- _Brief_
When a line of the entries contains the word "Яблоневая", report that line.

- _Provided records_
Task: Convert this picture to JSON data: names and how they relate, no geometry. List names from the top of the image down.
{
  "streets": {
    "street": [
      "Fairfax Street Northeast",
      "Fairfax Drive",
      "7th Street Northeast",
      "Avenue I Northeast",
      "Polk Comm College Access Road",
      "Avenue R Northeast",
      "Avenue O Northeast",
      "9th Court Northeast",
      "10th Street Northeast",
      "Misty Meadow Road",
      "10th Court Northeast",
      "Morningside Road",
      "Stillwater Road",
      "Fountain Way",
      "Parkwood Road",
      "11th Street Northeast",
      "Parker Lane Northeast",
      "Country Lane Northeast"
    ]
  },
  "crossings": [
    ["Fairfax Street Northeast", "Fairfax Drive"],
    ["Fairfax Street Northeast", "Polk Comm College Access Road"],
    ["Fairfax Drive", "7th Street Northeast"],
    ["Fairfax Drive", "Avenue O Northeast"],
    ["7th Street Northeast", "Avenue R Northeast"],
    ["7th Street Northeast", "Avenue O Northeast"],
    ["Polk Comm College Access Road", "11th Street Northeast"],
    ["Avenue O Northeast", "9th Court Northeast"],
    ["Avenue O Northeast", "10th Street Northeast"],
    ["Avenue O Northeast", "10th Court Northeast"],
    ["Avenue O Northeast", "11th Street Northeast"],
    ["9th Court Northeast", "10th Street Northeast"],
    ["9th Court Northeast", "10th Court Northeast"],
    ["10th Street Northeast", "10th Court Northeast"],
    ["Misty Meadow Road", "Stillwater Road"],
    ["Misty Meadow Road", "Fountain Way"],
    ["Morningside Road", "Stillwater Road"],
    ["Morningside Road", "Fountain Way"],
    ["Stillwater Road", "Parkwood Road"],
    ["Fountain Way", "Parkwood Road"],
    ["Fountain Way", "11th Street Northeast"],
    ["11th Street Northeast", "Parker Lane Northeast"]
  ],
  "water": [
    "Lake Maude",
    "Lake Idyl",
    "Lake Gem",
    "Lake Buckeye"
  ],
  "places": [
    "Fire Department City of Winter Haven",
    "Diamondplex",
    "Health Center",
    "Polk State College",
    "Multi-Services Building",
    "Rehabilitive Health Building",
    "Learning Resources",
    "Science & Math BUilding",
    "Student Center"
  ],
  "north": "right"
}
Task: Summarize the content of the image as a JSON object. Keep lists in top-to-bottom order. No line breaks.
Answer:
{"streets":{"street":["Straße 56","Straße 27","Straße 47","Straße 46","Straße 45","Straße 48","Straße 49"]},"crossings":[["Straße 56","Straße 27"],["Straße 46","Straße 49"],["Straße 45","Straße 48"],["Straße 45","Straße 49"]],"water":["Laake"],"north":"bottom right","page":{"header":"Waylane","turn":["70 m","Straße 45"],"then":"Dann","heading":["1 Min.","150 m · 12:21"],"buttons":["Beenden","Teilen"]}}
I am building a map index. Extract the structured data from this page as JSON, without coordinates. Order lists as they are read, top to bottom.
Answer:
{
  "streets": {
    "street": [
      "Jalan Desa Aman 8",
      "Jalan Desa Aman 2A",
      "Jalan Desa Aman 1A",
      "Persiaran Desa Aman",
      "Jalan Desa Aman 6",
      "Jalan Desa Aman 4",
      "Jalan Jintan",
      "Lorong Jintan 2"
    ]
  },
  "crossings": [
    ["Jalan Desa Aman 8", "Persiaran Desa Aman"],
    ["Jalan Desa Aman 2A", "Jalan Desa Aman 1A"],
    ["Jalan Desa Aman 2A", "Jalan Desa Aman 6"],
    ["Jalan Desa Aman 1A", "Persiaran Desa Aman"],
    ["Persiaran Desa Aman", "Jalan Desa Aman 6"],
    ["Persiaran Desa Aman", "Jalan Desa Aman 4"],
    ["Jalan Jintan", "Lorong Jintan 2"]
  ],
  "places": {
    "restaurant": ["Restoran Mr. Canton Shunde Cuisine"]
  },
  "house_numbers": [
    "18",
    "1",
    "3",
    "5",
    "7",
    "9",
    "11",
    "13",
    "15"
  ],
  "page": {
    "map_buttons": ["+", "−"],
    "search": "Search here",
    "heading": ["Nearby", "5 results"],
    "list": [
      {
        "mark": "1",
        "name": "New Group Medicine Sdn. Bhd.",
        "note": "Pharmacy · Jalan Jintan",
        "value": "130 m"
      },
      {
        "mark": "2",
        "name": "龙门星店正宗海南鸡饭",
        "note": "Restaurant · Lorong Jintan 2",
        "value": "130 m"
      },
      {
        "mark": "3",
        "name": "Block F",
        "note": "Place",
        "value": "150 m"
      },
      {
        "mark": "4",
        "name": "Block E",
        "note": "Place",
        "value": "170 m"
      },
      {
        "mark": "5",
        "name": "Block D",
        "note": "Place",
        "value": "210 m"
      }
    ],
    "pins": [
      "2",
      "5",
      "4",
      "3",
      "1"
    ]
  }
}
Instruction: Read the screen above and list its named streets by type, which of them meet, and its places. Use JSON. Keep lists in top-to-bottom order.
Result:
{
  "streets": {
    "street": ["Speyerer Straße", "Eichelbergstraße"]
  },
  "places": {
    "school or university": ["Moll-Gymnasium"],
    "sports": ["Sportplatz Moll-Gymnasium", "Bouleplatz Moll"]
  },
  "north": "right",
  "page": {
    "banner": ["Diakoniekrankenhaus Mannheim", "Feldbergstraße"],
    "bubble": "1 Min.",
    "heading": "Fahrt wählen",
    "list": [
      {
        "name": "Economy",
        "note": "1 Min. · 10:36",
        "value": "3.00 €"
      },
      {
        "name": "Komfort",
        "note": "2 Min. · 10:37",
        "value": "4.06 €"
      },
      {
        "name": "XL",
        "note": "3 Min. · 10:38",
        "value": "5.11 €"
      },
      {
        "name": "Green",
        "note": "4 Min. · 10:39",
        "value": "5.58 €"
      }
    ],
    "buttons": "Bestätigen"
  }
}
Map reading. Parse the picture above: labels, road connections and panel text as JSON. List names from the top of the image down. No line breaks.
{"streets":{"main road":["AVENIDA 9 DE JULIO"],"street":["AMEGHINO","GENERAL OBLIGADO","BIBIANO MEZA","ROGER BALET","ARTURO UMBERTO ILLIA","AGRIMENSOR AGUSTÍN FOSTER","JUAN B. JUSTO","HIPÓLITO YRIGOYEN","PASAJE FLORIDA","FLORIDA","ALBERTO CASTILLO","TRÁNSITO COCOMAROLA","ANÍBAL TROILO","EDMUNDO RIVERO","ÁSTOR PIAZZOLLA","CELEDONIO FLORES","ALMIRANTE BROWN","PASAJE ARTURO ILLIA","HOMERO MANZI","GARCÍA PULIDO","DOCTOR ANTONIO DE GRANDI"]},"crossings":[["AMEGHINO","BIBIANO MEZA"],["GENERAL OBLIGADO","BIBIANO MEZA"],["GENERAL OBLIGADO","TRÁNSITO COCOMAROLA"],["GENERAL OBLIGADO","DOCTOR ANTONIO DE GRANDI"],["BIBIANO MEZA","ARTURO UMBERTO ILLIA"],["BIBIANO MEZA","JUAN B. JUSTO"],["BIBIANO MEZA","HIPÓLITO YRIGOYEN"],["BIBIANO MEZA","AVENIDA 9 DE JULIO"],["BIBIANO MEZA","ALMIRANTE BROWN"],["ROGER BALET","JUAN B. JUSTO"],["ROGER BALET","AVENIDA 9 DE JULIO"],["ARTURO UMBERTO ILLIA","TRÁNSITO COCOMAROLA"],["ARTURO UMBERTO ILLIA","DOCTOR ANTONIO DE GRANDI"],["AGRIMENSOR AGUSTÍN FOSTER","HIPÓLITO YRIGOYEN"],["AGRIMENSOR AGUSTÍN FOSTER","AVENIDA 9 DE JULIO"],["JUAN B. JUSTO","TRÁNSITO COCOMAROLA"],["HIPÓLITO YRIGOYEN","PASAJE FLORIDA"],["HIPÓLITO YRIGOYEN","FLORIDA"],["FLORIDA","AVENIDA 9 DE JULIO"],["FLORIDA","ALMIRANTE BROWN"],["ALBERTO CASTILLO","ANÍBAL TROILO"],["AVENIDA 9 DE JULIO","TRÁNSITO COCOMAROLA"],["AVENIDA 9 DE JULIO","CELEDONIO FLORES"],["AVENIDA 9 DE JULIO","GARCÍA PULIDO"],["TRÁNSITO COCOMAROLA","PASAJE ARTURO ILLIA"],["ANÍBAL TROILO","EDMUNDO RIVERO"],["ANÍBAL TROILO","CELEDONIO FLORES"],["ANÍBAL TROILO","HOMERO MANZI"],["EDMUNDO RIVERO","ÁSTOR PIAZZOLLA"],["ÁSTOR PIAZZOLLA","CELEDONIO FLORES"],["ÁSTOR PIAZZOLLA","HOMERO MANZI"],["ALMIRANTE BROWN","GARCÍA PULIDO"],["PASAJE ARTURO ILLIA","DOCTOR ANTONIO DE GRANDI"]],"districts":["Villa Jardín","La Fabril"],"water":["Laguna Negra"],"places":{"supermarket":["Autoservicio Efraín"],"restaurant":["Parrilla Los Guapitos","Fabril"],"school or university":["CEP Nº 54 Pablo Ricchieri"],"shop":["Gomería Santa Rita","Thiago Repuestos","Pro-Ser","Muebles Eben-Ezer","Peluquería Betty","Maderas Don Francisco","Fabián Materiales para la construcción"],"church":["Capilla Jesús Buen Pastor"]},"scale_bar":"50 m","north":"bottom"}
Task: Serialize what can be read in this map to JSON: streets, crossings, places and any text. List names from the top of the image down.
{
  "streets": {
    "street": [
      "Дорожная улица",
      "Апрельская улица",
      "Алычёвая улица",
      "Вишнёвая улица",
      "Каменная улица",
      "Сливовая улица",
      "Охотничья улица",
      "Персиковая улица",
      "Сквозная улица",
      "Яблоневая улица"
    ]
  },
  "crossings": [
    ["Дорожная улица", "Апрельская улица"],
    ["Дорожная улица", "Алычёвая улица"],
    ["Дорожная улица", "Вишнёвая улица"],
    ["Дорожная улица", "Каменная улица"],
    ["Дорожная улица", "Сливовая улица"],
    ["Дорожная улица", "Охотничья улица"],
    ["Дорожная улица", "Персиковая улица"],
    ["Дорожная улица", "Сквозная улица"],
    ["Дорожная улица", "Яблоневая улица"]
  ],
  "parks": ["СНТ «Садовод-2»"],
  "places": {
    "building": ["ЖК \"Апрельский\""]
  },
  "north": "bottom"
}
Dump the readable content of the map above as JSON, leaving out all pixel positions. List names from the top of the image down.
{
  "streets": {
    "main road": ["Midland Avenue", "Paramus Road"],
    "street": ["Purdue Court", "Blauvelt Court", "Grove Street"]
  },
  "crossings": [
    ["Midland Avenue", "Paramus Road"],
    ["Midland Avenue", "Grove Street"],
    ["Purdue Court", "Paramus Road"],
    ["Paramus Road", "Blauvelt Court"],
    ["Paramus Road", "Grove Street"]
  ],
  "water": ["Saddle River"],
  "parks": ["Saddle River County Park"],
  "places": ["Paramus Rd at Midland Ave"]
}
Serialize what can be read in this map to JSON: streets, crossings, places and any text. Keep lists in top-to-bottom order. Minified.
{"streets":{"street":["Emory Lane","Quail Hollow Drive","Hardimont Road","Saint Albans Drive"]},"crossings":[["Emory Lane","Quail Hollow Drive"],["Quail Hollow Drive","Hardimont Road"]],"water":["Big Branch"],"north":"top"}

- _Task output_
      "Яблоневая улица"
    ["Дорожная улица", "Яблоневая улица"]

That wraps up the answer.